*About this exercise*
Find the lines in the records below that contain "Hospitalsmühle", and report each of them.

[Dataset entries]
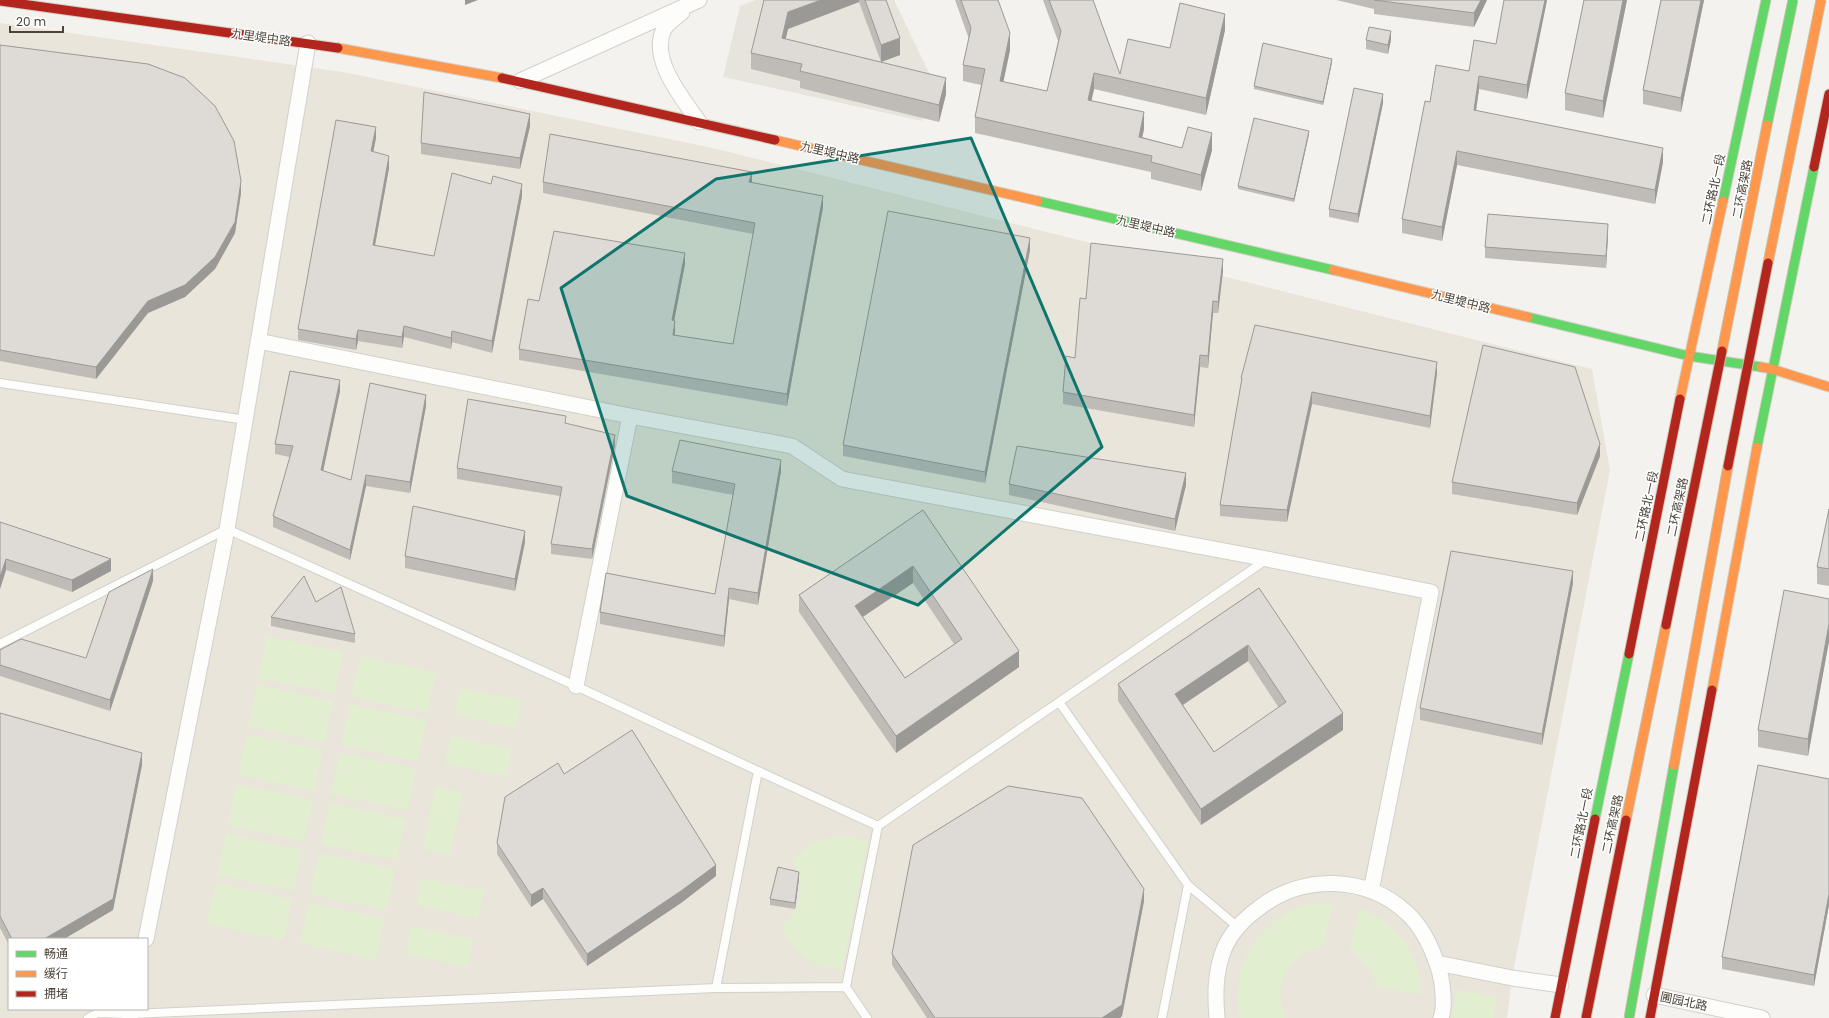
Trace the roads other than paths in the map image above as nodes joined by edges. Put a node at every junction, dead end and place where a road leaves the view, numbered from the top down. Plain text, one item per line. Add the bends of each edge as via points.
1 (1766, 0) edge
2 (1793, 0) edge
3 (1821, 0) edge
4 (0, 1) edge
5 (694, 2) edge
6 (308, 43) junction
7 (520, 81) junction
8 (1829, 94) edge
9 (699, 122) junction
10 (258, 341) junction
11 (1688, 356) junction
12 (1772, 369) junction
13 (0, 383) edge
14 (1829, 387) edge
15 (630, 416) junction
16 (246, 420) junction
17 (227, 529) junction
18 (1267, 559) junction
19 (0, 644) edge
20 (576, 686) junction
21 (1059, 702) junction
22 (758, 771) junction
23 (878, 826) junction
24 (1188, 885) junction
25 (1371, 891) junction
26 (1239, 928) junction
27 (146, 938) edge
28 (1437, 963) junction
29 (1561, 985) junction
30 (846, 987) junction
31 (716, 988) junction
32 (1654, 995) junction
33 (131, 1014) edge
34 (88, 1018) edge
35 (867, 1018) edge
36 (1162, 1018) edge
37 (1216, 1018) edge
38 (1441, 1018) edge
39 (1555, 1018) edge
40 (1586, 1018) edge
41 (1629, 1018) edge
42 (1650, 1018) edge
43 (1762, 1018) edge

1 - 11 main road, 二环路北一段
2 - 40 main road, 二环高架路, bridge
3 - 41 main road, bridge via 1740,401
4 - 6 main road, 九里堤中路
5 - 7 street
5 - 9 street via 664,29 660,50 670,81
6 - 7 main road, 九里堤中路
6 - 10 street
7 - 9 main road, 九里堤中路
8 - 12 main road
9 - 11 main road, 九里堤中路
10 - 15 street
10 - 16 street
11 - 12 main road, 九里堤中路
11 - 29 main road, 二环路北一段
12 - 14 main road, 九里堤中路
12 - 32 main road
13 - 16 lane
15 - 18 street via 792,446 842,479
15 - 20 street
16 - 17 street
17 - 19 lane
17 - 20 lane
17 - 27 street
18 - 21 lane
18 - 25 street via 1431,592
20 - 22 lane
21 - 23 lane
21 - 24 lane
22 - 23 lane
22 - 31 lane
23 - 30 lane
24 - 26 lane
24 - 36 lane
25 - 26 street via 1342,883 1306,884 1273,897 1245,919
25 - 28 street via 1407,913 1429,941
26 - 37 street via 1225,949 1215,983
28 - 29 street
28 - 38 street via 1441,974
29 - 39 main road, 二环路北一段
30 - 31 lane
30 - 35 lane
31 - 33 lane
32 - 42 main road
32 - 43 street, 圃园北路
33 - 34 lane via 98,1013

---

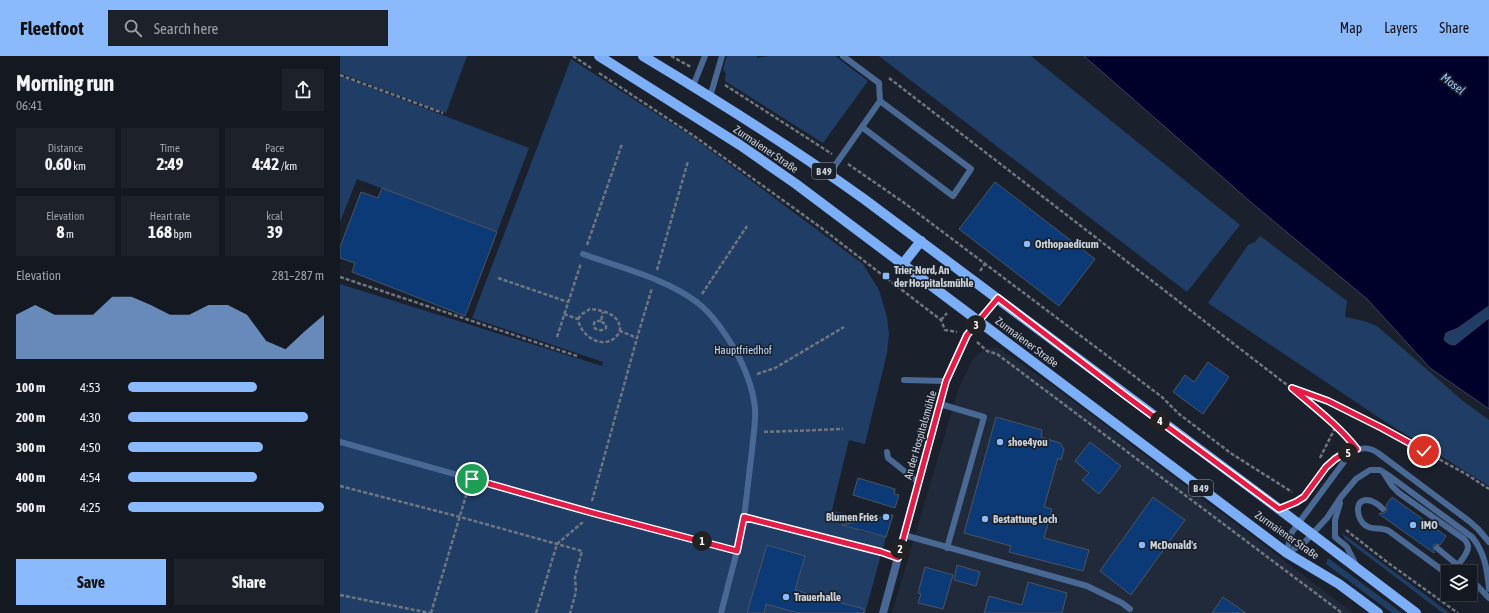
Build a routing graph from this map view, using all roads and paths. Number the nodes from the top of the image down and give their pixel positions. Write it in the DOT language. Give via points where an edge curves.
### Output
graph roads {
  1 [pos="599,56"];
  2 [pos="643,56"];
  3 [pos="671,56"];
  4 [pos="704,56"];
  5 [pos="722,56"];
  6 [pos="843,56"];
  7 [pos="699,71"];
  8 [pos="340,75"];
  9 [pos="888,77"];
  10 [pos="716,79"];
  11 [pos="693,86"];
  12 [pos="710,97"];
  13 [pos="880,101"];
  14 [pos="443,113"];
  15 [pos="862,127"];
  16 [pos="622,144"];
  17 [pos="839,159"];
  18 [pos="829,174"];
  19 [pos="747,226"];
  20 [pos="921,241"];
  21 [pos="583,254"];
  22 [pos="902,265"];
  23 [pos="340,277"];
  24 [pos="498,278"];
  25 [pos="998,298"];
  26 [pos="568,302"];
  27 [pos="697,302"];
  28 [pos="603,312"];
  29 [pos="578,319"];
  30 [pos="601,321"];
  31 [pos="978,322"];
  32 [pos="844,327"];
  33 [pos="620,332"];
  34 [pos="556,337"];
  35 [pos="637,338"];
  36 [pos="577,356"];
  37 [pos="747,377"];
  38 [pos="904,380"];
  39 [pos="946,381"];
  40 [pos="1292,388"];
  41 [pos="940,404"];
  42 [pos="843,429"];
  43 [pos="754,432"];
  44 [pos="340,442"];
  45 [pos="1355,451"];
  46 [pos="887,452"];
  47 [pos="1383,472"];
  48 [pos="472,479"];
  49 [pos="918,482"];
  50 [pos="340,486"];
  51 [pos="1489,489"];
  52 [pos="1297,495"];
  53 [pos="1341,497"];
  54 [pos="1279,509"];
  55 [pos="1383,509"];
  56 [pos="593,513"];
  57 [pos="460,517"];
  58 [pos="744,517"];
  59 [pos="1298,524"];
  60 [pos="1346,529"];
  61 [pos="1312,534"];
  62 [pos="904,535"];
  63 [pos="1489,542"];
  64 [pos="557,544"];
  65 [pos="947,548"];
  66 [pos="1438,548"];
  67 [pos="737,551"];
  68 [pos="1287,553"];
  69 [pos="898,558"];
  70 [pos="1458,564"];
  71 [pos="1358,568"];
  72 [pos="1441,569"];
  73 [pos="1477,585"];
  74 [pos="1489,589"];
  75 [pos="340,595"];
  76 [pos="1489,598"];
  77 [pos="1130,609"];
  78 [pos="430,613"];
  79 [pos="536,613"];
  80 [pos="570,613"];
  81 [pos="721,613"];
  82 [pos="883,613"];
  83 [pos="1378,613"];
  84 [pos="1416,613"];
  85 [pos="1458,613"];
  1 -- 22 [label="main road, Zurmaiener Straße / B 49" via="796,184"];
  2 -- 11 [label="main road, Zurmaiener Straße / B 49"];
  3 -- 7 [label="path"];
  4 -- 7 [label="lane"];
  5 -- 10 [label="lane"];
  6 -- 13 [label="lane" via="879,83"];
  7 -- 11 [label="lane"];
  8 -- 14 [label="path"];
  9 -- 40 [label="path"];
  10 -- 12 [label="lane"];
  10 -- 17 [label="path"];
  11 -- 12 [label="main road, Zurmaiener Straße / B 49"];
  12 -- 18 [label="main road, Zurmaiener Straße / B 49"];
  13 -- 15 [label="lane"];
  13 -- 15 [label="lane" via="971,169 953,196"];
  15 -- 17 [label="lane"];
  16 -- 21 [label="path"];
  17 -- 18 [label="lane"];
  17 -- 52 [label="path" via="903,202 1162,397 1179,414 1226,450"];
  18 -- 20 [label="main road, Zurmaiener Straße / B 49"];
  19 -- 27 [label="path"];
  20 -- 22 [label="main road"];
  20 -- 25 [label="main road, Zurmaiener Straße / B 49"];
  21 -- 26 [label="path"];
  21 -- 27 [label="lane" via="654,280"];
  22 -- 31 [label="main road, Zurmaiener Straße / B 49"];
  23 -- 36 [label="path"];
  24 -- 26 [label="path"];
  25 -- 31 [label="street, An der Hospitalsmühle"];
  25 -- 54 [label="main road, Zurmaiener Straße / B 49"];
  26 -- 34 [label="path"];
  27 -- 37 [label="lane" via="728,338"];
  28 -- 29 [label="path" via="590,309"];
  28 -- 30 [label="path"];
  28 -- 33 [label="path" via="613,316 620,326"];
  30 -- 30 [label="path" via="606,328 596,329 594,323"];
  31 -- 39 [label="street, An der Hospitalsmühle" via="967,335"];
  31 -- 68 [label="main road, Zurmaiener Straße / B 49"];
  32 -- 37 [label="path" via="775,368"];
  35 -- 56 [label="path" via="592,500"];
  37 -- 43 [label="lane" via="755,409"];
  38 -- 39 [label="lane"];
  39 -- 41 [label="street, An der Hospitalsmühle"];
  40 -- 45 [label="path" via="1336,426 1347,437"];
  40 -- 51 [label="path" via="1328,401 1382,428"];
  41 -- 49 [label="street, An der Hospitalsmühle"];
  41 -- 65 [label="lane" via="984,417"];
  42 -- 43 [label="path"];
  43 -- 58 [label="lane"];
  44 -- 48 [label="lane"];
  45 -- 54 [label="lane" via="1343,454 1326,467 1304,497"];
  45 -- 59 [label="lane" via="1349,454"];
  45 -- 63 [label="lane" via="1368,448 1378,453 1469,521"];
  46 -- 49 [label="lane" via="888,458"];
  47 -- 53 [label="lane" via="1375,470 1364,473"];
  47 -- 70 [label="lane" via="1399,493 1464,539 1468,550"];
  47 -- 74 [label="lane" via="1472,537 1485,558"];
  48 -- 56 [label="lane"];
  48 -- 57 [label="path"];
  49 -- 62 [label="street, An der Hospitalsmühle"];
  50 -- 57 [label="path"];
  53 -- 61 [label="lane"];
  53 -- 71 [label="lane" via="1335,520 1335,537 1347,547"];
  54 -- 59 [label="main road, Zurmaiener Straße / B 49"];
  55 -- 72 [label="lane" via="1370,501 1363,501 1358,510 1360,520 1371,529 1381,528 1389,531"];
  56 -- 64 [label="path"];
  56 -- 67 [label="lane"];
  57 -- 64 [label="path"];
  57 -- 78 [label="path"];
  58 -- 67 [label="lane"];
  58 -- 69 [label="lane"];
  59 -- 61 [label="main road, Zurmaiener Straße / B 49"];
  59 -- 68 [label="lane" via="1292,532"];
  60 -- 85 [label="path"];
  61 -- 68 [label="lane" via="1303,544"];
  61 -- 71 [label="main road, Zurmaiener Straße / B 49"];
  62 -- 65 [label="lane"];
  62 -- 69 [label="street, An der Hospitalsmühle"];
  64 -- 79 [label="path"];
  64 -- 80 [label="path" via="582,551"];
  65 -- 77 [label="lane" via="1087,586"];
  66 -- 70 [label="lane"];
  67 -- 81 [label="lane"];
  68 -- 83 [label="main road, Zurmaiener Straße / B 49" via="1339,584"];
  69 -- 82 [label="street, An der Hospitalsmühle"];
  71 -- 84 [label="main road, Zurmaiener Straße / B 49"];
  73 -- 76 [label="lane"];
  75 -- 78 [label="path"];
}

*Output of the task*
  25 -- 31 [label="street, An der Hospitalsmühle"];
  31 -- 39 [label="street, An der Hospitalsmühle" via="967,335"];
  39 -- 41 [label="street, An der Hospitalsmühle"];
  41 -- 49 [label="street, An der Hospitalsmühle"];
  49 -- 62 [label="street, An der Hospitalsmühle"];
  62 -- 69 [label="street, An der Hospitalsmühle"];
  69 -- 82 [label="street, An der Hospitalsmühle"];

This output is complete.